- **WHAT THE TASK REQUIRES**: Could every entry be set down once more, exactly as given?
━━ TASK MATERIAL ━━
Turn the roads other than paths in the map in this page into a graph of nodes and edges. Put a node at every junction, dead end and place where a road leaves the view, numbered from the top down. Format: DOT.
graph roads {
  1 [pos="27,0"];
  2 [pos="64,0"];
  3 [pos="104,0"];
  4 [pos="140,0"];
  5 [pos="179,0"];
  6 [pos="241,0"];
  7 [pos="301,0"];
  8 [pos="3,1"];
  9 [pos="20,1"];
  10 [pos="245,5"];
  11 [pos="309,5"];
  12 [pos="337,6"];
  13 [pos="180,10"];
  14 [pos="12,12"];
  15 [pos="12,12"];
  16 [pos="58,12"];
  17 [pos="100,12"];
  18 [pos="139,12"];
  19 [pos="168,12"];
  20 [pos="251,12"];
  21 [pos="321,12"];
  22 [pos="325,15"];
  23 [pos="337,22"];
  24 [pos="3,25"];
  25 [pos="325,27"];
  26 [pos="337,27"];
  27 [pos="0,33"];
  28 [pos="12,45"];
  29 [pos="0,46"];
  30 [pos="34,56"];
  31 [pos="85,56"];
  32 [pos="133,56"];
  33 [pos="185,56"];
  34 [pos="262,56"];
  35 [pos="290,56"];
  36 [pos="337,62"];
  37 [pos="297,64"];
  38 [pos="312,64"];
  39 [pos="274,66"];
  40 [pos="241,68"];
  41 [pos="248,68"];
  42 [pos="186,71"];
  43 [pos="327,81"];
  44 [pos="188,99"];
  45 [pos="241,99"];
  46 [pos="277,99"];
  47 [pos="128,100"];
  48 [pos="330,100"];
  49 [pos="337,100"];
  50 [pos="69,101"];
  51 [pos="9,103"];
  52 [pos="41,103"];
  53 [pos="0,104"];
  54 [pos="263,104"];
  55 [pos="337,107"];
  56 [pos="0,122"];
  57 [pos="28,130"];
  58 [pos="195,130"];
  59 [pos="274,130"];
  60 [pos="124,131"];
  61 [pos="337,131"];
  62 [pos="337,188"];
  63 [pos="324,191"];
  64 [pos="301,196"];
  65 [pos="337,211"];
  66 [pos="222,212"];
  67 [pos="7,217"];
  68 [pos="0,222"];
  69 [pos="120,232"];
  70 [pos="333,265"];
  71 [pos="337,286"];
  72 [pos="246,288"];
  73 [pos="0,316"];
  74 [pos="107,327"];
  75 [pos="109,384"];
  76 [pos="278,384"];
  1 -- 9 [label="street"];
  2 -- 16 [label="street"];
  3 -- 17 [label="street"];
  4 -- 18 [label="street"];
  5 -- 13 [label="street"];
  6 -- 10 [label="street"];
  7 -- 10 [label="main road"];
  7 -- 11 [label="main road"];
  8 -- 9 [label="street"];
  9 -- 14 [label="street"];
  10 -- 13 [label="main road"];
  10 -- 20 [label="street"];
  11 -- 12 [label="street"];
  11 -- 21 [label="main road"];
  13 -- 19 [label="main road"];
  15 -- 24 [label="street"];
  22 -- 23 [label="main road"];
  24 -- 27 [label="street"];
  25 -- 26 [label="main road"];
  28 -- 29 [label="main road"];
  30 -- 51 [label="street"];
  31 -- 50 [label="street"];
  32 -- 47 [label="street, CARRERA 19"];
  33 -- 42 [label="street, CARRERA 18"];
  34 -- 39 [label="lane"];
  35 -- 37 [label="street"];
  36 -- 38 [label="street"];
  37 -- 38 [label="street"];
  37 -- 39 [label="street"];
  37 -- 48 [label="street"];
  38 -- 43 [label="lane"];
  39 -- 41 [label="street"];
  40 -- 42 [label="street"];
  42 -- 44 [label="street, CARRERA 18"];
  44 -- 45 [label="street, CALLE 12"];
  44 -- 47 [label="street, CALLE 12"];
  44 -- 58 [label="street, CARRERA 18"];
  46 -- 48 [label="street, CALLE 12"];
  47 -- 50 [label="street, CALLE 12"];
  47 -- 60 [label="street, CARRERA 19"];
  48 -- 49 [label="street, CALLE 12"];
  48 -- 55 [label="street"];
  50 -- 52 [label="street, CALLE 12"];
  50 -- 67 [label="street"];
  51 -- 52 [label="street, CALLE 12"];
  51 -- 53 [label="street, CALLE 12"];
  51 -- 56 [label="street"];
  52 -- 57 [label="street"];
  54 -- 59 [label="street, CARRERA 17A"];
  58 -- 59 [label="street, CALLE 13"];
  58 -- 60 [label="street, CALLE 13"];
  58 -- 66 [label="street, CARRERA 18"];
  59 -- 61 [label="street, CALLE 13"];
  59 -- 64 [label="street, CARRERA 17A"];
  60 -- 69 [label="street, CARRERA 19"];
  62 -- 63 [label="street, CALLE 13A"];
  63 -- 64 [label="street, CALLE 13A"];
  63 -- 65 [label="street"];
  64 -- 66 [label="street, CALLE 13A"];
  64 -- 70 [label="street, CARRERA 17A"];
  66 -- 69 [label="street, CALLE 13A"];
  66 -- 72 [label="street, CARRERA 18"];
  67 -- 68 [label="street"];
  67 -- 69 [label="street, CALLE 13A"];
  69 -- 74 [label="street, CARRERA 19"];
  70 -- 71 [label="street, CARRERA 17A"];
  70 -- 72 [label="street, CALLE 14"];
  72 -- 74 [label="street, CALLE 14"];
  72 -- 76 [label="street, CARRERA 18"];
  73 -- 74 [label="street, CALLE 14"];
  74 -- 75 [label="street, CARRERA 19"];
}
━━━
- **YOUR RESPONSE**:
Turn the roads other than paths in the map in this page into a graph of nodes and edges. Put a node at every junction, dead end and place where a road leaves the view, numbered from the top down. Format: DOT.
graph roads {
  1 [pos="27,0"];
  2 [pos="64,0"];
  3 [pos="104,0"];
  4 [pos="140,0"];
  5 [pos="179,0"];
  6 [pos="241,0"];
  7 [pos="301,0"];
  8 [pos="3,1"];
  9 [pos="20,1"];
  10 [pos="245,5"];
  11 [pos="309,5"];
  12 [pos="337,6"];
  13 [pos="180,10"];
  14 [pos="12,12"];
  15 [pos="12,12"];
  16 [pos="58,12"];
  17 [pos="100,12"];
  18 [pos="139,12"];
  19 [pos="168,12"];
  20 [pos="251,12"];
  21 [pos="321,12"];
  22 [pos="325,15"];
  23 [pos="337,22"];
  24 [pos="3,25"];
  25 [pos="325,27"];
  26 [pos="337,27"];
  27 [pos="0,33"];
  28 [pos="12,45"];
  29 [pos="0,46"];
  30 [pos="34,56"];
  31 [pos="85,56"];
  32 [pos="133,56"];
  33 [pos="185,56"];
  34 [pos="262,56"];
  35 [pos="290,56"];
  36 [pos="337,62"];
  37 [pos="297,64"];
  38 [pos="312,64"];
  39 [pos="274,66"];
  40 [pos="241,68"];
  41 [pos="248,68"];
  42 [pos="186,71"];
  43 [pos="327,81"];
  44 [pos="188,99"];
  45 [pos="241,99"];
  46 [pos="277,99"];
  47 [pos="128,100"];
  48 [pos="330,100"];
  49 [pos="337,100"];
  50 [pos="69,101"];
  51 [pos="9,103"];
  52 [pos="41,103"];
  53 [pos="0,104"];
  54 [pos="263,104"];
  55 [pos="337,107"];
  56 [pos="0,122"];
  57 [pos="28,130"];
  58 [pos="195,130"];
  59 [pos="274,130"];
  60 [pos="124,131"];
  61 [pos="337,131"];
  62 [pos="337,188"];
  63 [pos="324,191"];
  64 [pos="301,196"];
  65 [pos="337,211"];
  66 [pos="222,212"];
  67 [pos="7,217"];
  68 [pos="0,222"];
  69 [pos="120,232"];
  70 [pos="333,265"];
  71 [pos="337,286"];
  72 [pos="246,288"];
  73 [pos="0,316"];
  74 [pos="107,327"];
  75 [pos="109,384"];
  76 [pos="278,384"];
  1 -- 9 [label="street"];
  2 -- 16 [label="street"];
  3 -- 17 [label="street"];
  4 -- 18 [label="street"];
  5 -- 13 [label="street"];
  6 -- 10 [label="street"];
  7 -- 10 [label="main road"];
  7 -- 11 [label="main road"];
  8 -- 9 [label="street"];
  9 -- 14 [label="street"];
  10 -- 13 [label="main road"];
  10 -- 20 [label="street"];
  11 -- 12 [label="street"];
  11 -- 21 [label="main road"];
  13 -- 19 [label="main road"];
  15 -- 24 [label="street"];
  22 -- 23 [label="main road"];
  24 -- 27 [label="street"];
  25 -- 26 [label="main road"];
  28 -- 29 [label="main road"];
  30 -- 51 [label="street"];
  31 -- 50 [label="street"];
  32 -- 47 [label="street, CARRERA 19"];
  33 -- 42 [label="street, CARRERA 18"];
  34 -- 39 [label="lane"];
  35 -- 37 [label="street"];
  36 -- 38 [label="street"];
  37 -- 38 [label="street"];
  37 -- 39 [label="street"];
  37 -- 48 [label="street"];
  38 -- 43 [label="lane"];
  39 -- 41 [label="street"];
  40 -- 42 [label="street"];
  42 -- 44 [label="street, CARRERA 18"];
  44 -- 45 [label="street, CALLE 12"];
  44 -- 47 [label="street, CALLE 12"];
  44 -- 58 [label="street, CARRERA 18"];
  46 -- 48 [label="street, CALLE 12"];
  47 -- 50 [label="street, CALLE 12"];
  47 -- 60 [label="street, CARRERA 19"];
  48 -- 49 [label="street, CALLE 12"];
  48 -- 55 [label="street"];
  50 -- 52 [label="street, CALLE 12"];
  50 -- 67 [label="street"];
  51 -- 52 [label="street, CALLE 12"];
  51 -- 53 [label="street, CALLE 12"];
  51 -- 56 [label="street"];
  52 -- 57 [label="street"];
  54 -- 59 [label="street, CARRERA 17A"];
  58 -- 59 [label="street, CALLE 13"];
  58 -- 60 [label="street, CALLE 13"];
  58 -- 66 [label="street, CARRERA 18"];
  59 -- 61 [label="street, CALLE 13"];
  59 -- 64 [label="street, CARRERA 17A"];
  60 -- 69 [label="street, CARRERA 19"];
  62 -- 63 [label="street, CALLE 13A"];
  63 -- 64 [label="street, CALLE 13A"];
  63 -- 65 [label="street"];
  64 -- 66 [label="street, CALLE 13A"];
  64 -- 70 [label="street, CARRERA 17A"];
  66 -- 69 [label="street, CALLE 13A"];
  66 -- 72 [label="street, CARRERA 18"];
  67 -- 68 [label="street"];
  67 -- 69 [label="street, CALLE 13A"];
  69 -- 74 [label="street, CARRERA 19"];
  70 -- 71 [label="street, CARRERA 17A"];
  70 -- 72 [label="street, CALLE 14"];
  72 -- 74 [label="street, CALLE 14"];
  72 -- 76 [label="street, CARRERA 18"];
  73 -- 74 [label="street, CALLE 14"];
  74 -- 75 [label="street, CARRERA 19"];
}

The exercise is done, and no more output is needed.